*Aim of the exercise*:
Copy out the full data exactly as given; pictures should not be included.

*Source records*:
============================================================
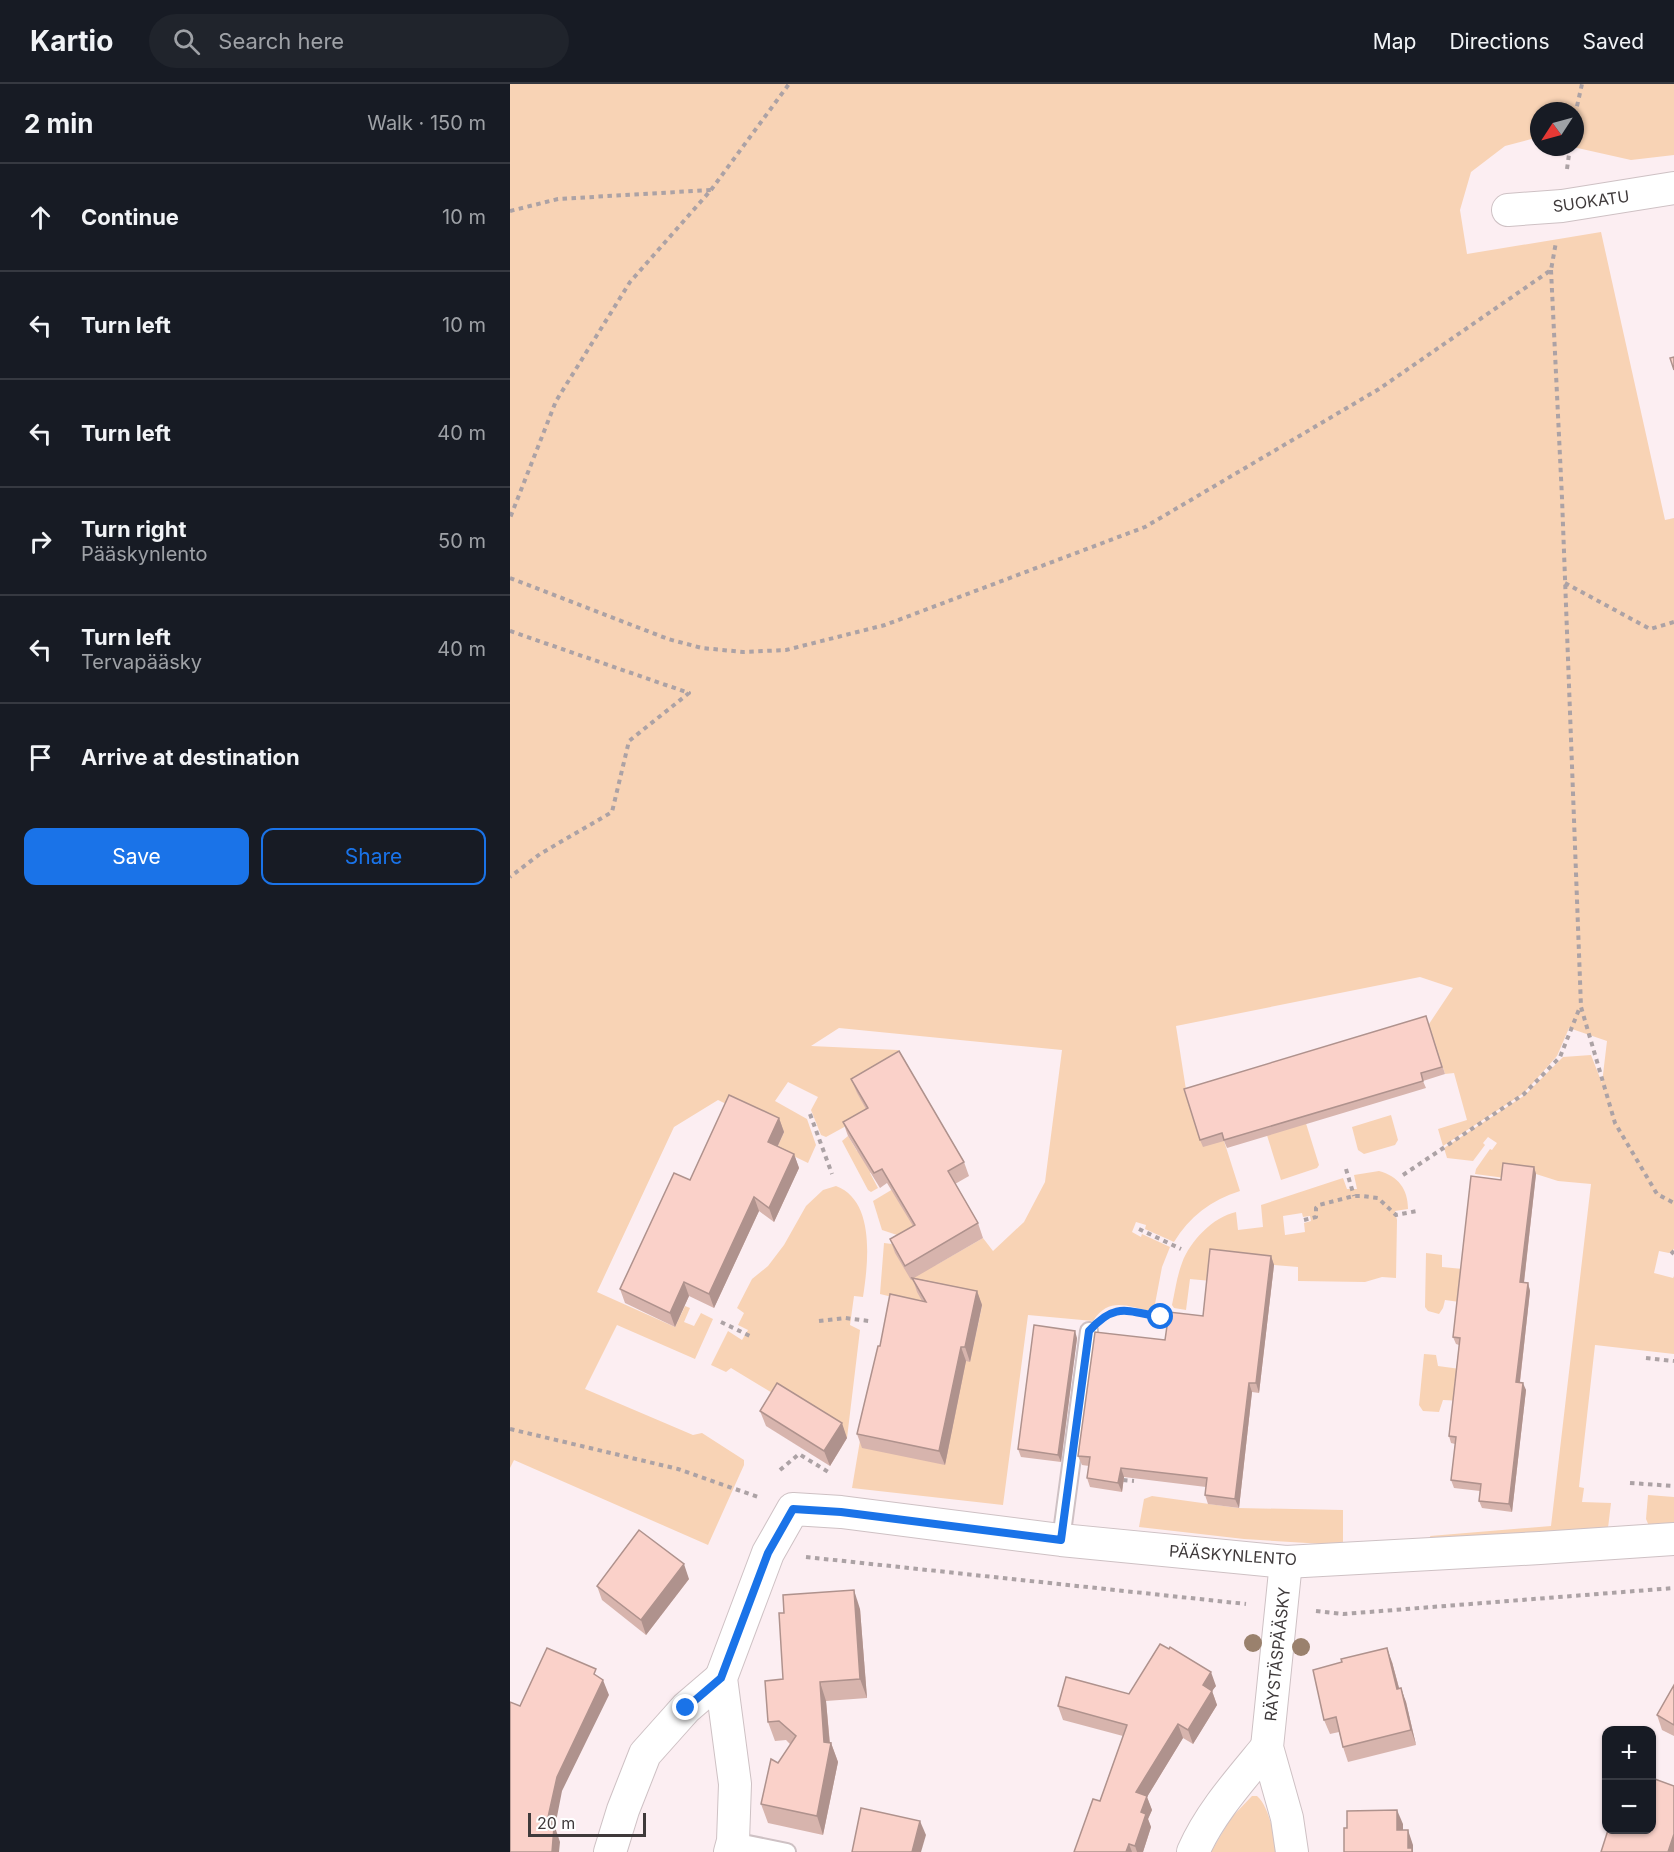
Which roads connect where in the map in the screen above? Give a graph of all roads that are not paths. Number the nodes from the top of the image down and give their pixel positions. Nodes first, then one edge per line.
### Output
1 (1674, 188) edge
2 (1508, 210) dead end
3 (1089, 1331) road end
4 (1674, 1539) edge
5 (1061, 1540) junction
6 (1286, 1562) junction
7 (721, 1678) junction
8 (1267, 1747) junction
9 (731, 1846) edge
10 (610, 1852) edge
11 (787, 1852) edge
12 (1193, 1852) edge
13 (1292, 1852) edge

1 - 2 street, SUOKATU
3 - 5 lane
4 - 6 street, PÄÄSKYNLENTO
5 - 6 street, PÄÄSKYNLENTO
5 - 7 street, PÄÄSKYNLENTO
6 - 8 street, RÄYSTÄSPÄÄSKY
7 - 9 street
7 - 10 street
8 - 12 street
8 - 13 street, RÄYSTÄSPÄÄSKY
9 - 11 lane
============================================================
*Task response*:
Which roads connect where in the map in the screen above? Give a graph of all roads that are not paths. Number the nodes from the top of the image down and give their pixel positions. Nodes first, then one edge per line.
### Output
1 (1674, 188) edge
2 (1508, 210) dead end
3 (1089, 1331) road end
4 (1674, 1539) edge
5 (1061, 1540) junction
6 (1286, 1562) junction
7 (721, 1678) junction
8 (1267, 1747) junction
9 (731, 1846) edge
10 (610, 1852) edge
11 (787, 1852) edge
12 (1193, 1852) edge
13 (1292, 1852) edge

1 - 2 street, SUOKATU
3 - 5 lane
4 - 6 street, PÄÄSKYNLENTO
5 - 6 street, PÄÄSKYNLENTO
5 - 7 street, PÄÄSKYNLENTO
6 - 8 street, RÄYSTÄSPÄÄSKY
7 - 9 street
7 - 10 street
8 - 12 street
8 - 13 street, RÄYSTÄSPÄÄSKY
9 - 11 lane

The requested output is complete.